The question of whether next year's Carrizo can "fix" the Bulldozer architecture depends entirely on which design attributes are holding the core back. The only thing we know for certain about the core at this point is that Excavator includes support for AVX2. If Steamroller's low performance is primarily caused by the shared fetch unit, than decoupling that system and adding 256-bit registers for AVX2 could significantly improve the core's integer performance. If, on the other hand, the chip's low performance is directly related to its long pipeline and high cache contention in the L1, it's going to be much harder to solve.

A glimmer of hope

If there's one reason to be positive about Excavator, it's this: For the first time since 2011, AMD's next-generation APU won't be struggling to make the transition to a new GPU technology, add support for HSA, or jump for a new process node.

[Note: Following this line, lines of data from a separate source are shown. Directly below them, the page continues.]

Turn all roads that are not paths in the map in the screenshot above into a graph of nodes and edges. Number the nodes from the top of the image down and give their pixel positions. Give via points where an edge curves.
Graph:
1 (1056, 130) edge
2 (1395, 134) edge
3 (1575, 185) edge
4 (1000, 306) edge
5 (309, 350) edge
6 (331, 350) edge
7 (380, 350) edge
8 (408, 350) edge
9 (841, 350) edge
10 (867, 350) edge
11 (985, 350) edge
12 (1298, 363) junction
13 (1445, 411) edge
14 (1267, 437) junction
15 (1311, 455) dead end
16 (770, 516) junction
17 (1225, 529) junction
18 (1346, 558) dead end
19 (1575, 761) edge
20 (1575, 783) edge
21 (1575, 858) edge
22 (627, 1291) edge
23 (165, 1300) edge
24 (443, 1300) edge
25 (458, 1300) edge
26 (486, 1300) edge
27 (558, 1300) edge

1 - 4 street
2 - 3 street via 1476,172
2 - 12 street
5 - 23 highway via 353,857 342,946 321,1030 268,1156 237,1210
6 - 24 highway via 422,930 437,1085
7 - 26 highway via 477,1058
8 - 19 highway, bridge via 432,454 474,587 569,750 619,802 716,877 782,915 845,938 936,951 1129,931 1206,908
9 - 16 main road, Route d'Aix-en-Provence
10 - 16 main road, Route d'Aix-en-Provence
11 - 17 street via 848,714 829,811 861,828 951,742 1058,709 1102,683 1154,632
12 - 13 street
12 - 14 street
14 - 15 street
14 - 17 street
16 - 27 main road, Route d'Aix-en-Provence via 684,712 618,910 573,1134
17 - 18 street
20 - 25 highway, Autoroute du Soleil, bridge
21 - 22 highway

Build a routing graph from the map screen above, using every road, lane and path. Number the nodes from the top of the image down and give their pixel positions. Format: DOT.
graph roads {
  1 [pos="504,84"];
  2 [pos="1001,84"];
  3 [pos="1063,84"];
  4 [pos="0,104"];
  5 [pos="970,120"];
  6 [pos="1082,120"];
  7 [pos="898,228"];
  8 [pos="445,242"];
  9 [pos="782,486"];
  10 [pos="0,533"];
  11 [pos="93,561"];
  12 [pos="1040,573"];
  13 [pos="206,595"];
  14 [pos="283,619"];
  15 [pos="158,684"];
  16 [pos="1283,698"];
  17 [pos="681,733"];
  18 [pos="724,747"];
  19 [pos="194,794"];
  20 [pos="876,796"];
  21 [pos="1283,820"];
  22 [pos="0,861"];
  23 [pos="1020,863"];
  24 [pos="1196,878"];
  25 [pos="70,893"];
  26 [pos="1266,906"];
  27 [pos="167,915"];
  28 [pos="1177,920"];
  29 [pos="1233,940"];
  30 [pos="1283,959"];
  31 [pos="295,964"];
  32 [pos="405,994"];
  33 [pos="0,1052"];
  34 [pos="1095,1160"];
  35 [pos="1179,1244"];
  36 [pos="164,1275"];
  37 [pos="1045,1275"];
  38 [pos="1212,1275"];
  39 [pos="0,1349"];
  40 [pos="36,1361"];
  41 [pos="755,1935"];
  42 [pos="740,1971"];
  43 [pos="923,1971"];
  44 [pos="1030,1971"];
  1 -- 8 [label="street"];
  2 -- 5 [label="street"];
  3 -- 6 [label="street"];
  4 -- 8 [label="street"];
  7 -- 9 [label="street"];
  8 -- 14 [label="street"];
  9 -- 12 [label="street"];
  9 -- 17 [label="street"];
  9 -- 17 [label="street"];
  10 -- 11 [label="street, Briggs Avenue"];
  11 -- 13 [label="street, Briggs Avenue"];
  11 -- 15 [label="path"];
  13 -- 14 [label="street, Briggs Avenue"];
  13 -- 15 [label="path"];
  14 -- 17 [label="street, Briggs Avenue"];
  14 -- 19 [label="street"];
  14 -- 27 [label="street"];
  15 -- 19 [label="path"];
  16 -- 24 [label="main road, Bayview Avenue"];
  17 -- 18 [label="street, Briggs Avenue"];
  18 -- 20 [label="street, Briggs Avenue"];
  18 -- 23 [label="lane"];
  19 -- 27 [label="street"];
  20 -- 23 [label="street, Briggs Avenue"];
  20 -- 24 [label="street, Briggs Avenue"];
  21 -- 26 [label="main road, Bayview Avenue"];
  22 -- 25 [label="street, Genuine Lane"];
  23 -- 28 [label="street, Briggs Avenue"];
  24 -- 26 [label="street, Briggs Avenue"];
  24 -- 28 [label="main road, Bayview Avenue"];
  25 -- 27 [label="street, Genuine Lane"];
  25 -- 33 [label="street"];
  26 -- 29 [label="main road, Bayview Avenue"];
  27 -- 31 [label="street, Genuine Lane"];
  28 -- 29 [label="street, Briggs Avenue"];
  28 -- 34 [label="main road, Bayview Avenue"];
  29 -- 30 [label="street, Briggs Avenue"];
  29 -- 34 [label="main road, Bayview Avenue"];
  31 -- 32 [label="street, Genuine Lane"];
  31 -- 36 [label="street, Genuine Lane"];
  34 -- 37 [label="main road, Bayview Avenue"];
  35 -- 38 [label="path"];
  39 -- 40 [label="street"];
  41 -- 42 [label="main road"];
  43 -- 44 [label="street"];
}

Carrizo retains Kaveri's graphics engine and XDMA capability. AMD may further improve its HSA implementation or adjust the interconnect fabric, but HSA is fully supported in Kaveri already. That leaves more resources available for bringing the CPU core up to speed.

I still stand by what I said regarding Jaguar versus Steamroller -- the smaller core remains a better fit for AMD's long-term plans and the industry's goals, in my opinion -- but that doesn't mean Excavator couldn't significantly improve on Kaveri's performance per watt. Meanwhile, our investigation demonstrates that AMD did a great deal of low-level work on the APU that will pay benefits down the road -- benefits that weren't immediately apparent when we wrote our initial coverage.